The family plays a fundamental role in the treatment of mentally ill people. Family members can help the patient by avoiding psychological pressure and not obliging the patient to do what he does not want to do. They will help to follow the doctor's prescriptions. Show true compassion with the sick person, without deceiving him. Not many people will be able to achieve such an attitude towards the mentally ill people without God and the Church. For this it is necessary, first of all, to change oneself. First, one has to remember that the ill person continues to be the Image of God. At the same time, the mentally ill person has the right not only to be considered the image of God, but also the right to be treated as such. Secondly, it is with with patience and without pretensions to an immediate understanding of the meaning of mental illness, that one has to approach a mental illness as something which occurs in our life with the connivance of God. A simplified interpretation of mental illness as a punishment of God is unacceptable: the Lord does not want evil and disease. Finally, communicating with the patient, one needs to carefully watch what he needs in order to help him. It is important that the relatives accompanying the patient have an understanding of the disease, its origin and prognosis, what they, together with doctors and clergy, can do for the ill person. For this, it is important to maintain a relationship with the doctor constantly, and not only at the beginning of treatment. This contact is especially important for the clergy, who should be aware of those periods of illness when pastoral care can be most effective.

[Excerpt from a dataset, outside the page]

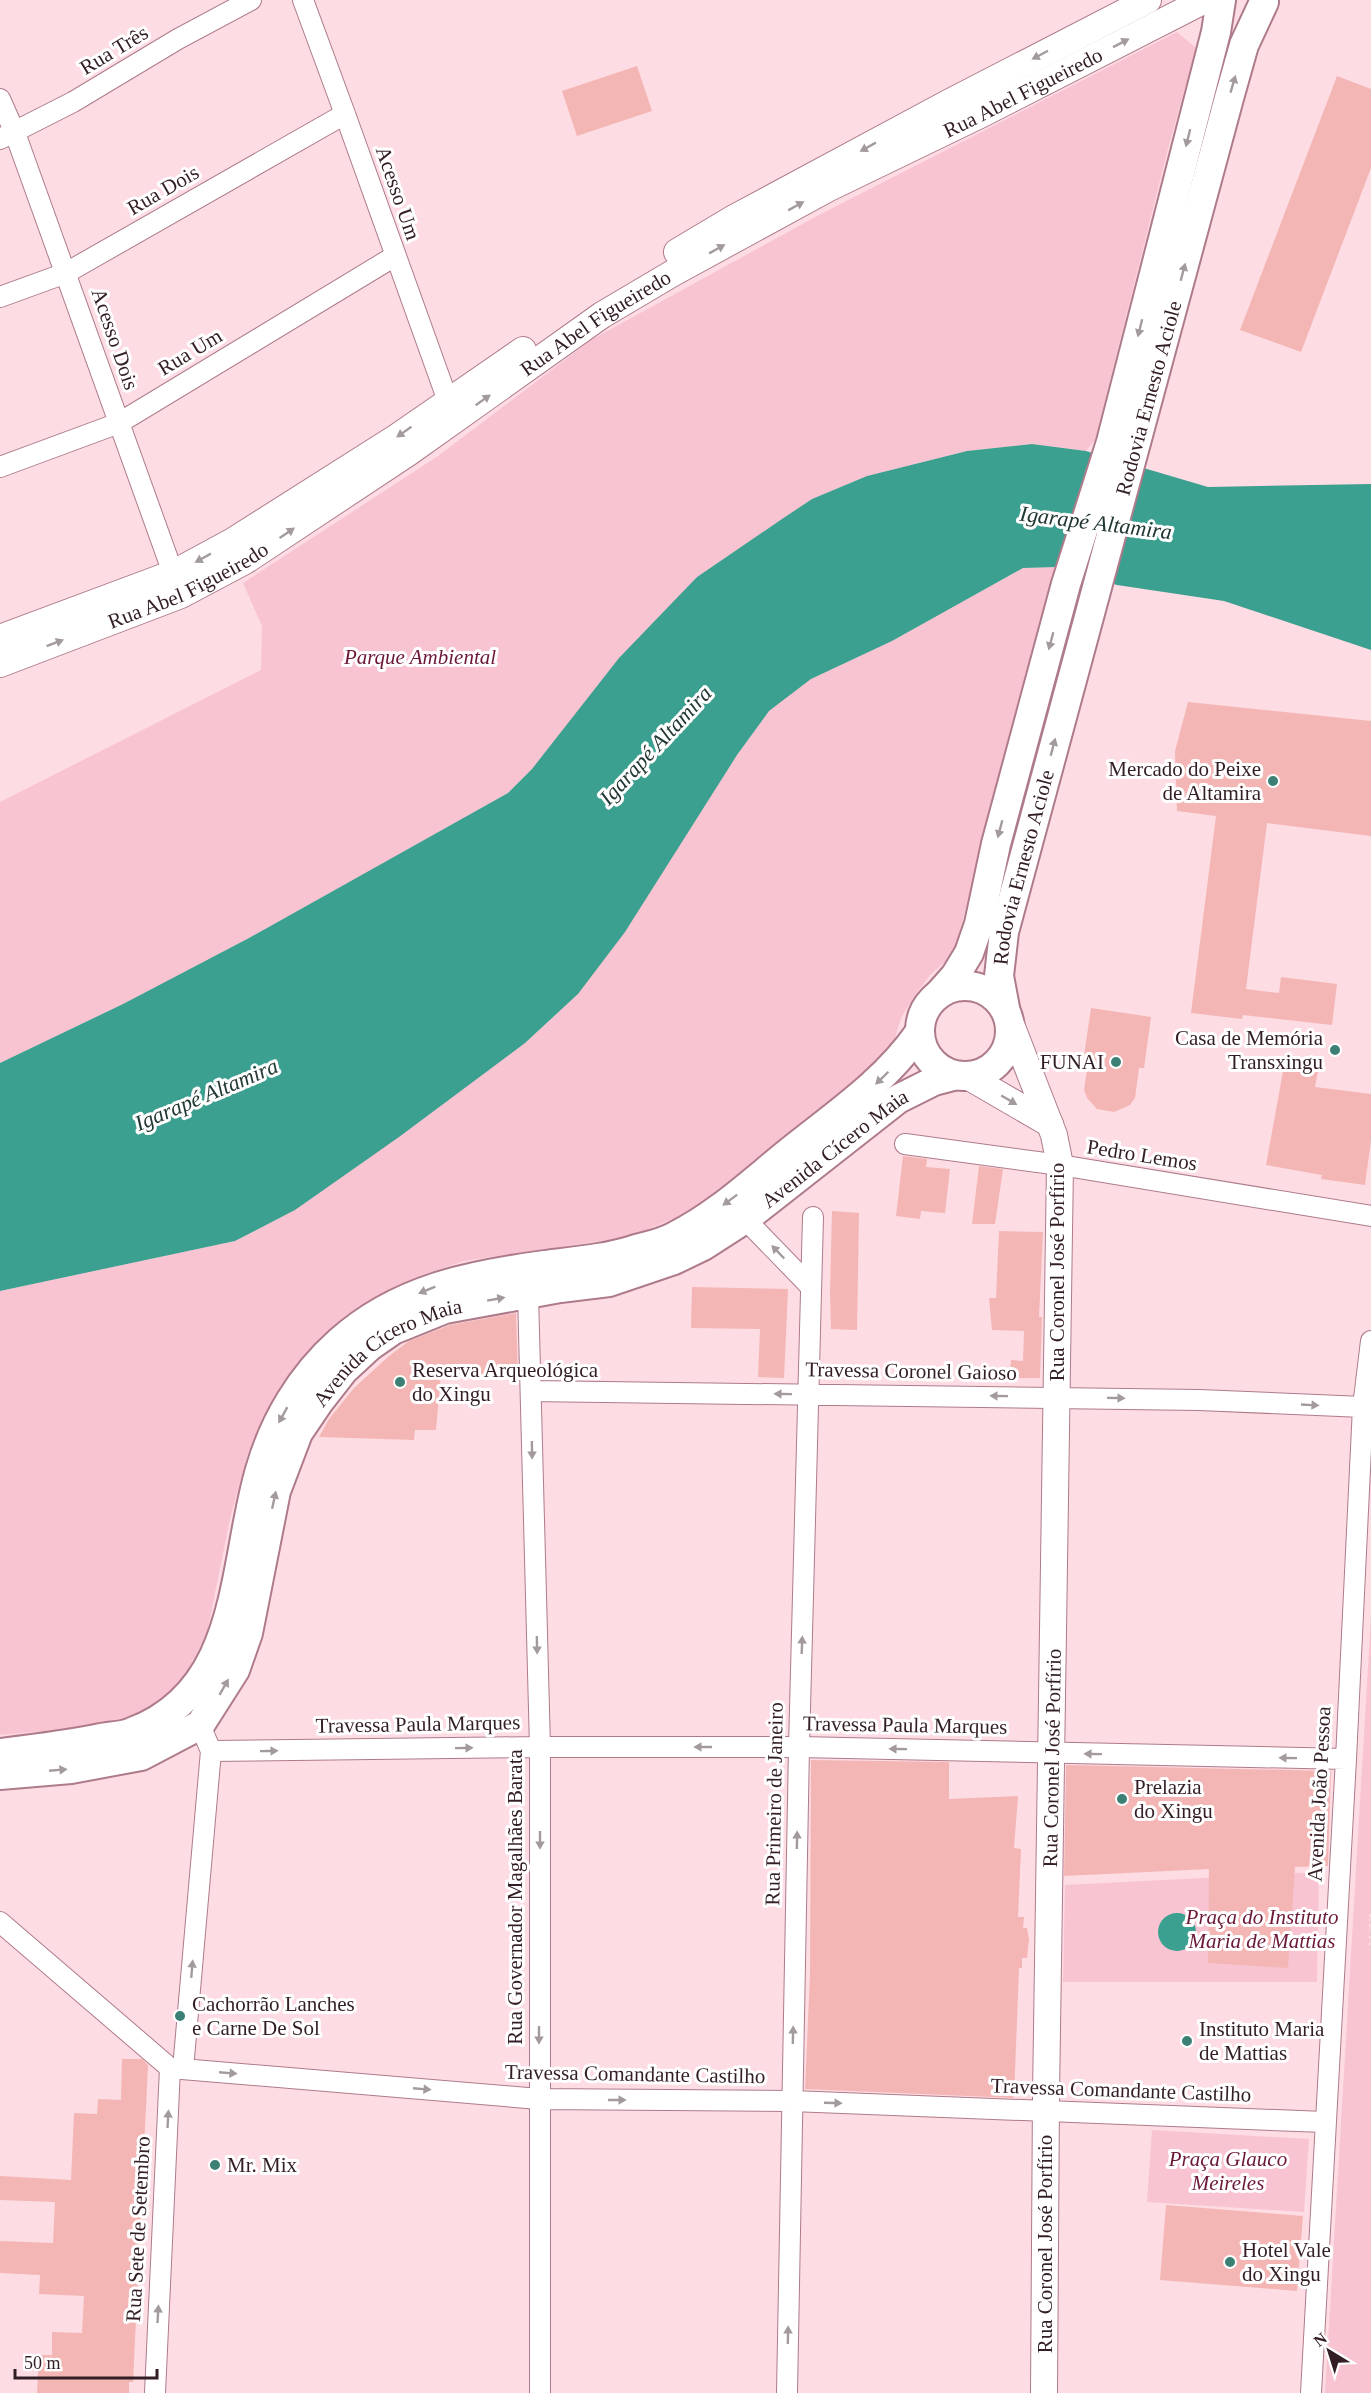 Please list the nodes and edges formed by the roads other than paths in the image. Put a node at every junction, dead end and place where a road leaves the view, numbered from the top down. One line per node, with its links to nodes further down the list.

The program of our meeting today is very interesting. We will discuss the experience of the clergy and the particularities of pastoral ministry in medical mental institutions, we will talk about the continuous and complementary assistance provided by psychiatrists and priests, about issues of education in the field of pastoral psychiatry, and we will learn the opinion of specialists on the development of a dialogue between psychiatry and medicine. I hope that one of the fruits of the work of this session will be the further development of medical-Orthodox cooperation in this field.

I wish you good health, God's blessings and fruitful work!